▶ **Dataset entries**
+---+
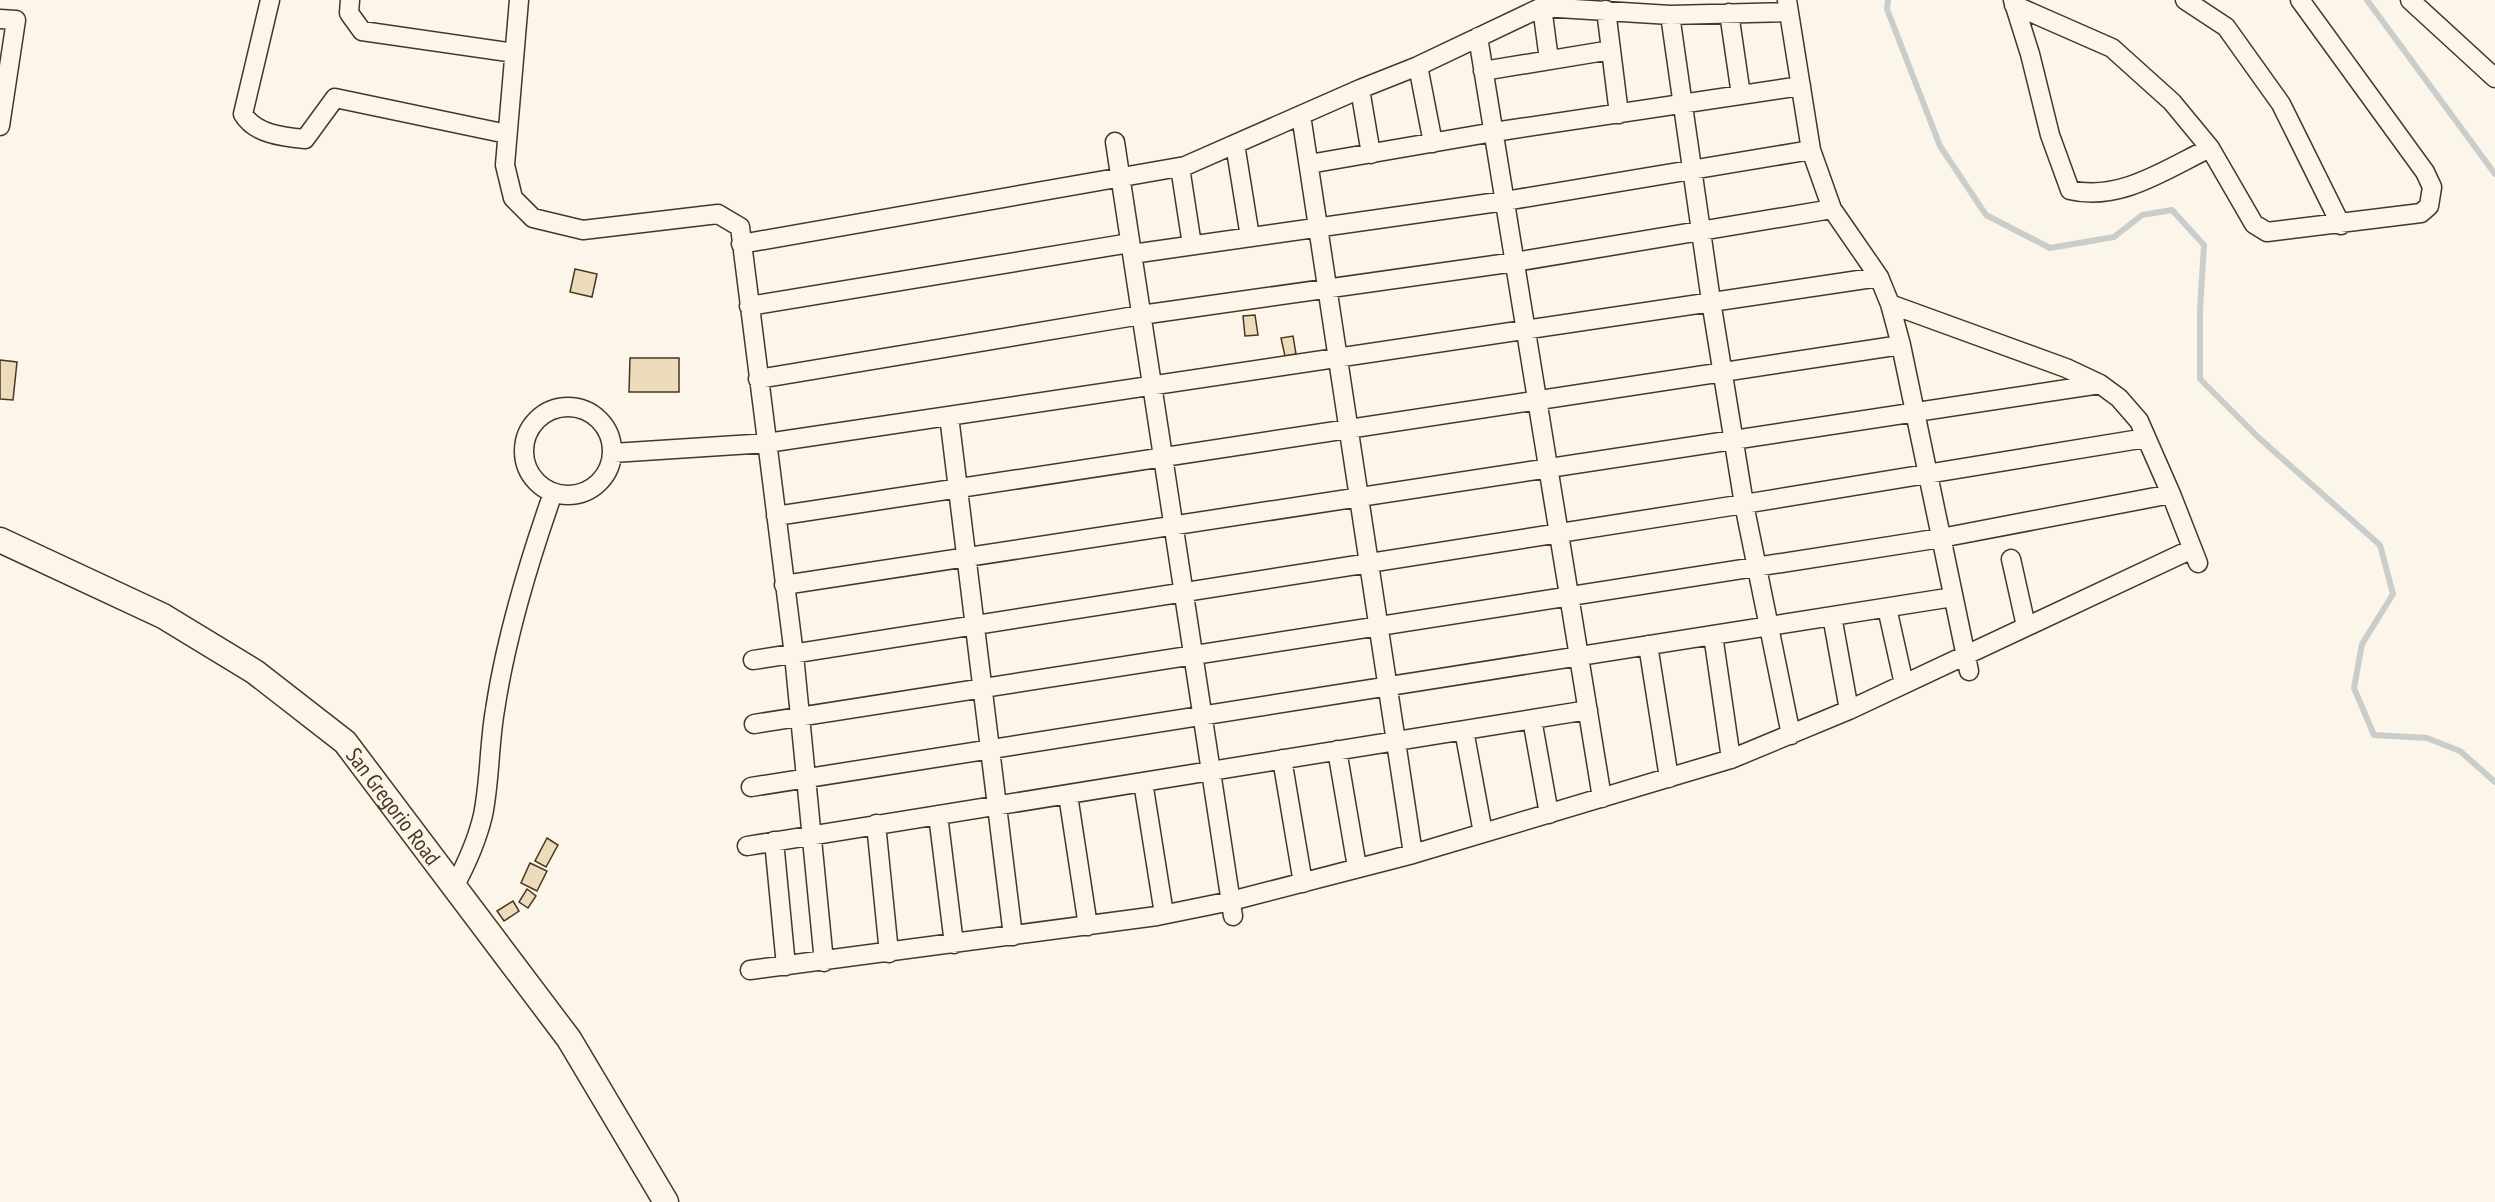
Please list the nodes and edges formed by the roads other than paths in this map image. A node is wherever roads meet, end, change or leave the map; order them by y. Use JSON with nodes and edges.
{"nodes":[{"id":1,"x":270,"y":0,"type":"edge"},
{"id":2,"x":350,"y":0,"type":"edge"},
{"id":3,"x":519,"y":0,"type":"edge"},
{"id":4,"x":2185,"y":0,"type":"edge"},
{"id":5,"x":2300,"y":0,"type":"edge"},
{"id":6,"x":2410,"y":0,"type":"edge"},
{"id":7,"x":2014,"y":2,"type":"edge"},
{"id":8,"x":1788,"y":6,"type":"edge"},
{"id":9,"x":1542,"y":7,"type":"junction"},
{"id":10,"x":1606,"y":10,"type":"junction"},
{"id":11,"x":1729,"y":13,"type":"junction"},
{"id":12,"x":1670,"y":15,"type":"junction"},
{"id":13,"x":0,"y":19,"type":"edge"},
{"id":14,"x":1478,"y":37,"type":"junction"},
{"id":15,"x":1611,"y":50,"type":"junction"},
{"id":16,"x":514,"y":53,"type":"junction"},
{"id":17,"x":1549,"y":60,"type":"junction"},
{"id":18,"x":1418,"y":66,"type":"junction"},
{"id":19,"x":1483,"y":71,"type":"junction"},
{"id":20,"x":2495,"y":78,"type":"edge"},
{"id":21,"x":1801,"y":86,"type":"junction"},
{"id":22,"x":1360,"y":88,"type":"junction"},
{"id":23,"x":1741,"y":95,"type":"junction"},
{"id":24,"x":1683,"y":104,"type":"junction"},
{"id":25,"x":1618,"y":114,"type":"junction"},
{"id":26,"x":1301,"y":116,"type":"junction"},
{"id":27,"x":0,"y":126,"type":"edge"},
{"id":28,"x":1494,"y":132,"type":"junction"},
{"id":29,"x":507,"y":134,"type":"junction"},
{"id":30,"x":1115,"y":142,"type":"dead end"},
{"id":31,"x":1433,"y":143,"type":"junction"},
{"id":32,"x":1234,"y":144,"type":"junction"},
{"id":33,"x":2210,"y":148,"type":"junction"},
{"id":34,"x":1810,"y":150,"type":"junction"},
{"id":35,"x":1371,"y":154,"type":"junction"},
{"id":36,"x":1309,"y":164,"type":"junction"},
{"id":37,"x":1180,"y":167,"type":"junction"},
{"id":38,"x":1692,"y":169,"type":"junction"},
{"id":39,"x":1121,"y":178,"type":"junction"},
{"id":40,"x":1505,"y":201,"type":"junction"},
{"id":41,"x":1832,"y":208,"type":"junction"},
{"id":42,"x":2341,"y":225,"type":"junction"},
{"id":43,"x":1318,"y":227,"type":"junction"},
{"id":44,"x":1701,"y":231,"type":"junction"},
{"id":45,"x":1250,"y":237,"type":"junction"},
{"id":46,"x":741,"y":244,"type":"junction"},
{"id":47,"x":1192,"y":245,"type":"junction"},
{"id":48,"x":1131,"y":249,"type":"junction"},
{"id":49,"x":1515,"y":262,"type":"junction"},
{"id":50,"x":1879,"y":277,"type":"junction"},
{"id":51,"x":1327,"y":288,"type":"junction"},
{"id":52,"x":1711,"y":301,"type":"junction"},
{"id":53,"x":1890,"y":304,"type":"junction"},
{"id":54,"x":749,"y":306,"type":"junction"},
{"id":55,"x":1140,"y":315,"type":"junction"},
{"id":56,"x":1526,"y":329,"type":"junction"},
{"id":57,"x":1901,"y":345,"type":"junction"},
{"id":58,"x":1337,"y":357,"type":"junction"},
{"id":59,"x":1722,"y":372,"type":"junction"},
{"id":60,"x":758,"y":379,"type":"junction"},
{"id":61,"x":2100,"y":384,"type":"junction"},
{"id":62,"x":1151,"y":387,"type":"junction"},
{"id":63,"x":1537,"y":400,"type":"junction"},
{"id":64,"x":1915,"y":411,"type":"junction"},
{"id":65,"x":949,"y":416,"type":"junction"},
{"id":66,"x":1348,"y":429,"type":"junction"},
{"id":67,"x":2146,"y":438,"type":"junction"},
{"id":68,"x":1734,"y":439,"type":"junction"},
{"id":69,"x":766,"y":443,"type":"junction"},
{"id":70,"x":613,"y":453,"type":"junction"},
{"id":71,"x":1161,"y":457,"type":"junction"},
{"id":72,"x":1548,"y":468,"type":"junction"},
{"id":73,"x":1928,"y":475,"type":"junction"},
{"id":74,"x":958,"y":488,"type":"junction"},
{"id":75,"x":553,"y":493,"type":"junction"},
{"id":76,"x":2171,"y":494,"type":"junction"},
{"id":77,"x":1358,"y":497,"type":"junction"},
{"id":78,"x":1744,"y":504,"type":"junction"},
{"id":79,"x":776,"y":516,"type":"junction"},
{"id":80,"x":1172,"y":525,"type":"junction"},
{"id":81,"x":1559,"y":533,"type":"junction"},
{"id":82,"x":1941,"y":538,"type":"junction"},
{"id":83,"x":0,"y":540,"type":"edge"},
{"id":84,"x":966,"y":557,"type":"junction"},
{"id":85,"x":2011,"y":559,"type":"dead end"},
{"id":86,"x":1368,"y":564,"type":"junction"},
{"id":87,"x":1757,"y":567,"type":"junction"},
{"id":88,"x":784,"y":585,"type":"junction"},
{"id":89,"x":1182,"y":593,"type":"junction"},
{"id":90,"x":1569,"y":597,"type":"junction"},
{"id":91,"x":1953,"y":597,"type":"junction"},
{"id":92,"x":1887,"y":608,"type":"junction"},
{"id":93,"x":1832,"y":616,"type":"junction"},
{"id":94,"x":975,"y":626,"type":"junction"},
{"id":95,"x":1769,"y":626,"type":"junction"},
{"id":96,"x":2026,"y":626,"type":"junction"},
{"id":97,"x":1378,"y":627,"type":"junction"},
{"id":98,"x":1713,"y":635,"type":"junction"},
{"id":99,"x":1648,"y":645,"type":"junction"},
{"id":100,"x":794,"y":655,"type":"junction"},
{"id":101,"x":1192,"y":656,"type":"junction"},
{"id":102,"x":1579,"y":656,"type":"junction"},
{"id":103,"x":753,"y":660,"type":"dead end"},
{"id":104,"x":1967,"y":663,"type":"junction"},
{"id":105,"x":1904,"y":684,"type":"junction"},
{"id":106,"x":1387,"y":687,"type":"junction"},
{"id":107,"x":982,"y":689,"type":"junction"},
{"id":108,"x":1588,"y":710,"type":"junction"},
{"id":109,"x":1849,"y":710,"type":"junction"},
{"id":110,"x":1201,"y":716,"type":"junction"},
{"id":111,"x":800,"y":718,"type":"junction"},
{"id":112,"x":1532,"y":719,"type":"junction"},
{"id":113,"x":754,"y":724,"type":"dead end"},
{"id":114,"x":1464,"y":730,"type":"junction"},
{"id":115,"x":1791,"y":735,"type":"junction"},
{"id":116,"x":1395,"y":741,"type":"junction"},
{"id":117,"x":989,"y":750,"type":"junction"},
{"id":118,"x":1337,"y":750,"type":"junction"},
{"id":119,"x":1282,"y":759,"type":"junction"},
{"id":120,"x":1731,"y":759,"type":"junction"},
{"id":121,"x":1210,"y":771,"type":"junction"},
{"id":122,"x":1669,"y":778,"type":"junction"},
{"id":123,"x":806,"y":779,"type":"junction"},
{"id":124,"x":1143,"y":782,"type":"junction"},
{"id":125,"x":751,"y":787,"type":"dead end"},
{"id":126,"x":1068,"y":795,"type":"junction"},
{"id":127,"x":1602,"y":798,"type":"junction"},
{"id":128,"x":996,"y":806,"type":"junction"},
{"id":129,"x":1549,"y":814,"type":"junction"},
{"id":130,"x":938,"y":815,"type":"junction"},
{"id":131,"x":876,"y":824,"type":"junction"},
{"id":132,"x":1483,"y":833,"type":"junction"},
{"id":133,"x":812,"y":835,"type":"junction"},
{"id":134,"x":774,"y":841,"type":"junction"},
{"id":135,"x":747,"y":846,"type":"dead end"},
{"id":136,"x":1413,"y":854,"type":"junction"},
{"id":137,"x":1357,"y":867,"type":"junction"},
{"id":138,"x":1303,"y":883,"type":"junction"},
{"id":139,"x":454,"y":887,"type":"junction"},
{"id":140,"x":1232,"y":909,"type":"junction"},
{"id":141,"x":1164,"y":915,"type":"junction"},
{"id":142,"x":1088,"y":926,"type":"junction"},
{"id":143,"x":1013,"y":936,"type":"junction"},
{"id":144,"x":954,"y":944,"type":"junction"},
{"id":145,"x":890,"y":953,"type":"junction"},
{"id":146,"x":824,"y":962,"type":"junction"},
{"id":147,"x":786,"y":966,"type":"junction"},
{"id":148,"x":750,"y":970,"type":"dead end"},
{"id":149,"x":666,"y":1202,"type":"edge"}],
"edges":[{"from":1,"to":29,"type":"street"},
{"from":2,"to":16,"type":"street"},
{"from":3,"to":16,"type":"street"},
{"from":4,"to":42,"type":"street"},
{"from":5,"to":42,"type":"street"},
{"from":6,"to":20,"type":"street"},
{"from":7,"to":33,"type":"street"},
{"from":7,"to":33,"type":"street"},
{"from":8,"to":11,"type":"street"},
{"from":8,"to":21,"type":"street"},
{"from":9,"to":10,"type":"street"},
{"from":9,"to":14,"type":"street"},
{"from":9,"to":17,"type":"street"},
{"from":10,"to":12,"type":"street"},
{"from":10,"to":15,"type":"street"},
{"from":11,"to":12,"type":"street"},
{"from":11,"to":23,"type":"street"},
{"from":12,"to":24,"type":"street"},
{"from":13,"to":27,"type":"street"},
{"from":14,"to":18,"type":"street"},
{"from":14,"to":19,"type":"street"},
{"from":15,"to":17,"type":"street"},
{"from":15,"to":25,"type":"street"},
{"from":16,"to":29,"type":"street"},
{"from":17,"to":19,"type":"street"},
{"from":18,"to":22,"type":"street"},
{"from":18,"to":31,"type":"street"},
{"from":19,"to":28,"type":"street"},
{"from":21,"to":23,"type":"street"},
{"from":21,"to":34,"type":"street"},
{"from":22,"to":26,"type":"street"},
{"from":22,"to":35,"type":"street"},
{"from":23,"to":24,"type":"street"},
{"from":24,"to":25,"type":"street"},
{"from":24,"to":38,"type":"street"},
{"from":25,"to":28,"type":"street"},
{"from":26,"to":32,"type":"street"},
{"from":26,"to":36,"type":"street"},
{"from":28,"to":31,"type":"street"},
{"from":28,"to":40,"type":"street"},
{"from":29,"to":46,"type":"street"},
{"from":30,"to":39,"type":"street"},
{"from":31,"to":35,"type":"street"},
{"from":32,"to":37,"type":"street"},
{"from":32,"to":45,"type":"street"},
{"from":33,"to":42,"type":"street"},
{"from":34,"to":38,"type":"street"},
{"from":34,"to":41,"type":"street"},
{"from":35,"to":36,"type":"street"},
{"from":36,"to":43,"type":"street"},
{"from":37,"to":39,"type":"street"},
{"from":37,"to":47,"type":"street"},
{"from":38,"to":40,"type":"street"},
{"from":38,"to":44,"type":"street"},
{"from":39,"to":46,"type":"street"},
{"from":39,"to":48,"type":"street"},
{"from":40,"to":43,"type":"street"},
{"from":40,"to":49,"type":"street"},
{"from":41,"to":44,"type":"street"},
{"from":41,"to":50,"type":"street"},
{"from":43,"to":45,"type":"street"},
{"from":43,"to":51,"type":"street"},
{"from":44,"to":49,"type":"street"},
{"from":44,"to":52,"type":"street"},
{"from":45,"to":47,"type":"street"},
{"from":46,"to":54,"type":"street"},
{"from":47,"to":48,"type":"street"},
{"from":48,"to":54,"type":"street"},
{"from":48,"to":55,"type":"street"},
{"from":49,"to":51,"type":"street"},
{"from":49,"to":56,"type":"street"},
{"from":50,"to":52,"type":"street"},
{"from":50,"to":53,"type":"street"},
{"from":51,"to":55,"type":"street"},
{"from":51,"to":58,"type":"street"},
{"from":52,"to":56,"type":"street"},
{"from":52,"to":59,"type":"street"},
{"from":53,"to":57,"type":"street"},
{"from":53,"to":61,"type":"street"},
{"from":54,"to":60,"type":"street"},
{"from":55,"to":60,"type":"street"},
{"from":55,"to":62,"type":"street"},
{"from":56,"to":58,"type":"street"},
{"from":56,"to":63,"type":"street"},
{"from":57,"to":59,"type":"street"},
{"from":57,"to":64,"type":"street"},
{"from":58,"to":62,"type":"street"},
{"from":58,"to":66,"type":"street"},
{"from":59,"to":63,"type":"street"},
{"from":59,"to":68,"type":"street"},
{"from":60,"to":69,"type":"street"},
{"from":61,"to":64,"type":"street"},
{"from":61,"to":67,"type":"street"},
{"from":62,"to":65,"type":"street"},
{"from":62,"to":71,"type":"street"},
{"from":63,"to":66,"type":"street"},
{"from":63,"to":72,"type":"street"},
{"from":64,"to":68,"type":"street"},
{"from":64,"to":73,"type":"street"},
{"from":65,"to":69,"type":"street"},
{"from":65,"to":74,"type":"street"},
{"from":66,"to":71,"type":"street"},
{"from":66,"to":77,"type":"street"},
{"from":67,"to":73,"type":"street"},
{"from":67,"to":76,"type":"street"},
{"from":68,"to":72,"type":"street"},
{"from":68,"to":78,"type":"street"},
{"from":69,"to":70,"type":"street"},
{"from":69,"to":79,"type":"street"},
{"from":70,"to":75,"type":"street"},
{"from":70,"to":75,"type":"street"},
{"from":71,"to":74,"type":"street"},
{"from":71,"to":80,"type":"street"},
{"from":72,"to":77,"type":"street"},
{"from":72,"to":81,"type":"street"},
{"from":73,"to":78,"type":"street"},
{"from":73,"to":82,"type":"street"},
{"from":74,"to":79,"type":"street"},
{"from":74,"to":84,"type":"street"},
{"from":75,"to":139,"type":"street"},
{"from":76,"to":82,"type":"street"},
{"from":76,"to":96,"type":"street"},
{"from":77,"to":80,"type":"street"},
{"from":77,"to":86,"type":"street"},
{"from":78,"to":81,"type":"street"},
{"from":78,"to":87,"type":"street"},
{"from":79,"to":88,"type":"street"},
{"from":80,"to":84,"type":"street"},
{"from":80,"to":89,"type":"street"},
{"from":81,"to":86,"type":"street"},
{"from":81,"to":90,"type":"street"},
{"from":82,"to":87,"type":"street"},
{"from":82,"to":91,"type":"street"},
{"from":83,"to":139,"type":"street","name":"San Gregorio Road"},
{"from":84,"to":88,"type":"street"},
{"from":84,"to":94,"type":"street"},
{"from":85,"to":96,"type":"street"},
{"from":86,"to":89,"type":"street"},
{"from":86,"to":97,"type":"street"},
{"from":87,"to":90,"type":"street"},
{"from":87,"to":95,"type":"street"},
{"from":88,"to":100,"type":"street"},
{"from":89,"to":94,"type":"street"},
{"from":89,"to":101,"type":"street"},
{"from":90,"to":97,"type":"street"},
{"from":90,"to":102,"type":"street"},
{"from":91,"to":92,"type":"street"},
{"from":91,"to":104,"type":"street"},
{"from":92,"to":93,"type":"street"},
{"from":92,"to":105,"type":"street"},
{"from":93,"to":95,"type":"street"},
{"from":93,"to":109,"type":"street"},
{"from":94,"to":100,"type":"street"},
{"from":94,"to":107,"type":"street"},
{"from":95,"to":98,"type":"street"},
{"from":95,"to":115,"type":"street"},
{"from":96,"to":104,"type":"street"},
{"from":97,"to":101,"type":"street"},
{"from":97,"to":106,"type":"street"},
{"from":98,"to":99,"type":"street"},
{"from":98,"to":120,"type":"street"},
{"from":99,"to":102,"type":"street"},
{"from":99,"to":122,"type":"street"},
{"from":100,"to":103,"type":"street"},
{"from":100,"to":111,"type":"street"},
{"from":101,"to":107,"type":"street"},
{"from":101,"to":110,"type":"street"},
{"from":102,"to":106,"type":"street"},
{"from":102,"to":108,"type":"street"},
{"from":104,"to":105,"type":"street"},
{"from":105,"to":109,"type":"street"},
{"from":106,"to":110,"type":"street"},
{"from":106,"to":116,"type":"street"},
{"from":107,"to":111,"type":"street"},
{"from":107,"to":117,"type":"street"},
{"from":108,"to":112,"type":"street"},
{"from":108,"to":127,"type":"street"},
{"from":109,"to":115,"type":"street"},
{"from":110,"to":117,"type":"street"},
{"from":110,"to":121,"type":"street"},
{"from":111,"to":113,"type":"street"},
{"from":111,"to":123,"type":"street"},
{"from":112,"to":114,"type":"street"},
{"from":112,"to":129,"type":"street"},
{"from":114,"to":116,"type":"street"},
{"from":114,"to":132,"type":"street"},
{"from":115,"to":120,"type":"street"},
{"from":116,"to":118,"type":"street"},
{"from":116,"to":136,"type":"street"},
{"from":117,"to":123,"type":"street"},
{"from":117,"to":128,"type":"street"},
{"from":118,"to":119,"type":"street"},
{"from":118,"to":137,"type":"street"},
{"from":119,"to":121,"type":"street"},
{"from":119,"to":138,"type":"street"},
{"from":120,"to":122,"type":"street"},
{"from":121,"to":124,"type":"street"},
{"from":121,"to":140,"type":"street"},
{"from":122,"to":127,"type":"street"},
{"from":123,"to":125,"type":"street"},
{"from":123,"to":133,"type":"street"},
{"from":124,"to":126,"type":"street"},
{"from":124,"to":141,"type":"street"},
{"from":126,"to":128,"type":"street"},
{"from":126,"to":142,"type":"street"},
{"from":127,"to":129,"type":"street"},
{"from":128,"to":130,"type":"street"},
{"from":128,"to":143,"type":"street"},
{"from":129,"to":132,"type":"street"},
{"from":130,"to":131,"type":"street"},
{"from":130,"to":144,"type":"street"},
{"from":131,"to":133,"type":"street"},
{"from":131,"to":145,"type":"street"},
{"from":132,"to":136,"type":"street"},
{"from":133,"to":134,"type":"street"},
{"from":133,"to":146,"type":"street"},
{"from":134,"to":135,"type":"street"},
{"from":134,"to":147,"type":"street"},
{"from":136,"to":137,"type":"street"},
{"from":137,"to":138,"type":"street"},
{"from":138,"to":140,"type":"street"},
{"from":139,"to":149,"type":"street","name":"San Gregorio Road"},
{"from":140,"to":141,"type":"street"},
{"from":141,"to":142,"type":"street"},
{"from":142,"to":143,"type":"street"},
{"from":143,"to":144,"type":"street"},
{"from":144,"to":145,"type":"street"},
{"from":145,"to":146,"type":"street"},
{"from":146,"to":147,"type":"street"},
{"from":147,"to":148,"type":"street"}]}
+---+
What lines in the records above include the string "Gregorio"? Copy each one.

▶ **RESULT FOR THIS TASK**
{"from":83,"to":139,"type":"street","name":"San Gregorio Road"},
{"from":139,"to":149,"type":"street","name":"San Gregorio Road"},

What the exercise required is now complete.